La chasse au Rat musqué

 

Cette activité de chasse au « rat d'eau » ( animal communément appelé ainsi par les trappeurs ) a toujours été des plus importantes à chaque printemps, dès la fonte des neiges et des glaces car ça représentait souvent la différence entre avoir quelque chose sur la table ou non.
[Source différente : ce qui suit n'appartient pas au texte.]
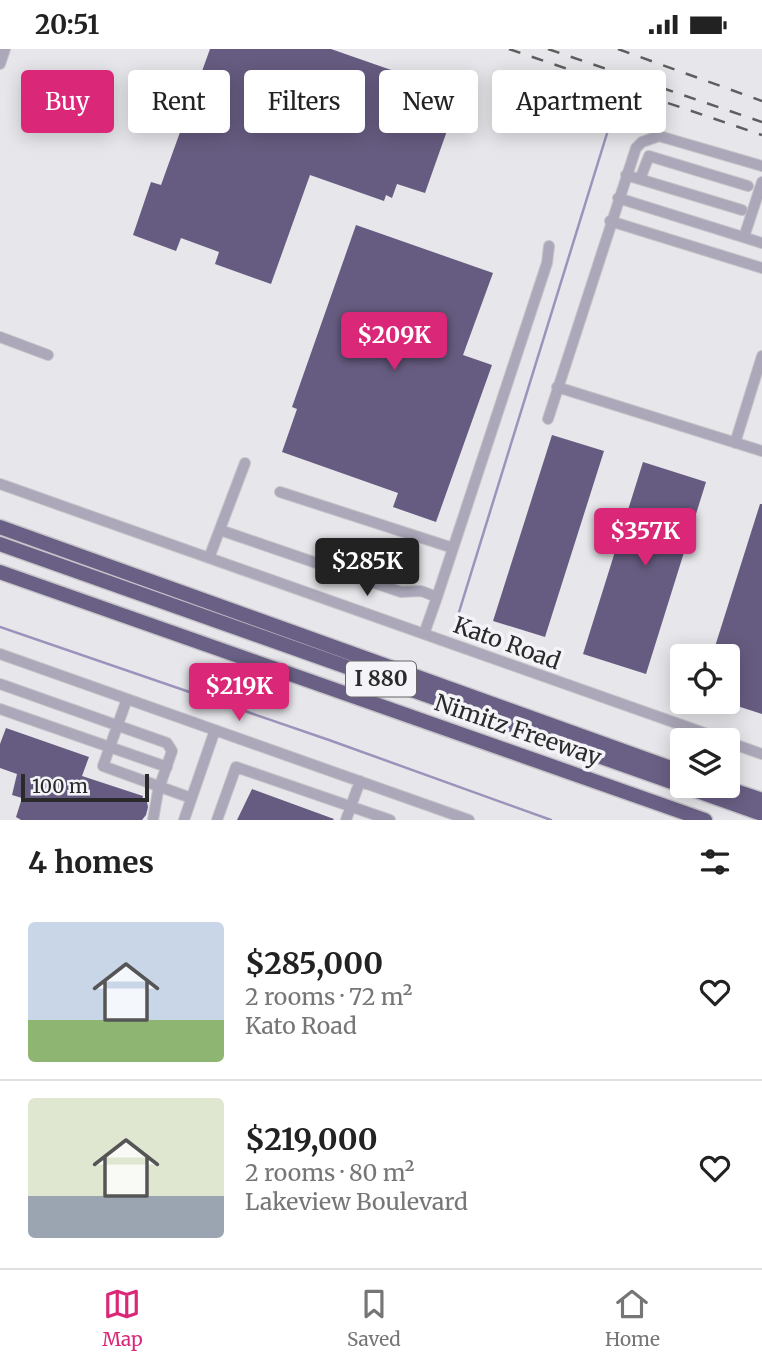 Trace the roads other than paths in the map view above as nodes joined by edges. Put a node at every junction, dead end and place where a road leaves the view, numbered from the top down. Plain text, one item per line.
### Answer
1 (5, 49) edge
2 (0, 64) edge
3 (762, 166) edge
4 (626, 175) junction
5 (640, 179) junction
6 (762, 182) edge
7 (748, 186) dead end
8 (618, 198) junction
9 (742, 210) dead end
10 (610, 221) junction
11 (744, 237) junction
12 (762, 243) edge
13 (549, 246) dead end
14 (762, 268) edge
15 (0, 337) edge
16 (48, 355) dead end
17 (762, 356) edge
18 (557, 387) junction
19 (548, 419) dead end
20 (735, 443) junction
21 (762, 451) edge
22 (245, 463) dead end
23 (0, 484) edge
24 (280, 492) dead end
25 (0, 527) edge
26 (220, 530) junction
27 (0, 544) edge
28 (453, 548) junction
29 (209, 558) junction
30 (0, 572) edge
31 (437, 597) junction
32 (424, 634) junction
33 (0, 654) edge
34 (0, 684) edge
35 (127, 699) junction
36 (0, 709) edge
37 (118, 725) junction
38 (689, 728) edge
39 (215, 730) junction
40 (740, 746) edge
41 (110, 747) junction
42 (762, 754) edge
43 (167, 767) junction
44 (670, 768) edge
45 (360, 782) junction
46 (159, 787) junction
47 (740, 792) edge
48 (191, 797) junction
49 (762, 800) edge
50 (351, 806) junction
51 (762, 814) edge
52 (153, 820) edge
53 (184, 820) edge
54 (217, 820) edge
55 (346, 820) edge
56 (390, 820) edge
57 (469, 820) edge
58 (705, 820) edge

1 - 2 street
3 - 4 street
4 - 5 street
4 - 8 street
5 - 7 street
5 - 9 street
6 - 11 street
8 - 10 street
8 - 11 street
10 - 14 street
10 - 18 street
11 - 12 street
13 - 28 street
15 - 16 street
17 - 20 street
18 - 19 street
18 - 20 street
20 - 21 street
22 - 26 street
23 - 29 street, Kato Road
24 - 28 street
25 - 44 highway, Nimitz Freeway / I 880
26 - 29 street
26 - 31 street
27 - 51 highway, I 880
28 - 31 street
29 - 32 street, Kato Road
30 - 58 highway, Nimitz Freeway / I 880
31 - 32 street
32 - 38 street, Kato Road
33 - 35 street
34 - 37 street
35 - 37 street
35 - 39 street
36 - 41 street
37 - 41 street
37 - 43 street
39 - 45 street
39 - 48 street
40 - 42 street, Kato Road
41 - 43 street
41 - 46 street
43 - 46 street
45 - 50 street
45 - 57 street
46 - 48 street
46 - 52 street
47 - 49 highway
48 - 53 street
50 - 54 street
50 - 55 street
50 - 56 street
Du début du vingtième siècle jusqu'en 1990 surtout, ce travail très exigeant et dangereux demandait plusieurs qualités de la part de ceux qui l'effectuait et il fallait connaître les habitudes de ce gros rat poilu car il en allait souvent de séquelles physiques ( surtout aux mains par des morsures ) si la méfiance n'était pas au rendez-vous.

 

À Yamachiche, le lac Saint-Pierre, la Grande-Rivière, la Petite-Rivière et tous les fossés environnants servaient de territoires pour tendre les pièges et habituellement, chaque piégeur avait le sien et le conservait d'année en année.

 

Chaque piège était placé un peu au-dessus du niveau de l'eau, à la côte, et dans la menée ( endroit de passage ) du Rat musqué, lequel, dès sa capture, tombait à l'eau et se noyait en se débattant car il entraînait le piège avec lui; ce dit piège était toujours attaché à une chaîne, retenue par une gaule ou une branche.

 

Souvent, il fallait assommer le rat lors de la cueillette quand il donnait le moindre signe de vie car c'était dans ces moments que les blessures survenaient si la moindre imprudence était commise; le trappeur apprenait très vite lorsqu'il se faisait sauter dessus ! Après la récolte des individus et la remise en fonction de tous les pièges, une autre tâche attendait le chasseur et non la moindre, soit enlever la peau sur ces mammifères aquatiques.

 

Ce travail était délicat car, tout en ne laissant pas de graisse ou de chair sur la peau, il ne fallait surtout pas la trouer car les acheteurs étaient très sévères sur la qualité et profitaient souvent de la situation. En effet, à tort ou à raison, l'acheteur déclassait certaines peaux afin de les payer moins chères, en abusant régulièrement des mêmes trappeurs ( les moins débrouillards ) car les autres ne tombaient plus dans le piège et vendaient leurs peaux à un autre, mois exigeant et plus honnête, par le fait même. Avant la vente, chacune des peaux devait être étendue sur un moule adapté à la grosseur de l'animal et ce, par le séchage.

 

Il est à noter que la chair du Rat musqué était très appréciée par quelques citoyens de notre municipalité et il leur fallait leur Rat musqué à chaque année. Il appert que chaque spécimen reposait « les quatre fers en l'air » au centre de la casserole avec la gueule ouverte et les dents sortis: imaginez-vous la scène ! C'était un régal pour eux, voulez-vous essayer ? Je connais des trappeurs qui se feraient un plaisir de vous en procurer.

 

À chaque printemps, des dizaines de chasseurs de Rat musqué réussissaient à capturer suffisamment d'individus afin d'avoir un revenu raisonnable servant à nourrir leur famille respective. Notamment au Petit-Village de Yamachiche, aujourd'hui le rang chemin de la Rivière-du-Loup, plusieurs citoyens de ce coin pittoresque de Yamachiche ont trimé dur dans ce métier ingrat et certains d'entre eux, encore aujourd'hui, poursuivent cette tradition ancestrale ( plus de 100 ans ), ce, par amour de l'activité tout en ayant ça dans le sang, car il est presque impossible de cesser lorsque c'est transmis de père en fils; ce sont probablement les derniers à oeuvrer dans ce domaine car la relève ne sera plus au rendez-vous.

 

Récente information:

 

Même en 2007, le stratagème de l'acheteur peu scrupuleux existe encore car, dernièrement, un trappeur s'est fait offrir 5.00$ et même 6.00$, un peu plus tard, pour avoir sa peau... de Rat musqué par l'un de ces individus. Le chasseur a accepté l'offre et arrivé au jour de la vente, le prix a baissé à 3.50$ la pièce de fourrure; l'acheteur, voyant qu'il prenait à la gorge sa « victime » devant son besoin d'argent, a réussi à avoir sa peau et pour pas cher, assuré de faire un large profit lors de la vente annuelle à l'encan. Vraiment, c'est triste, d'autant plus que ce type de trappeur de Rat musqué va probablement abandonner, se sachant exploité pour ce travail difficile.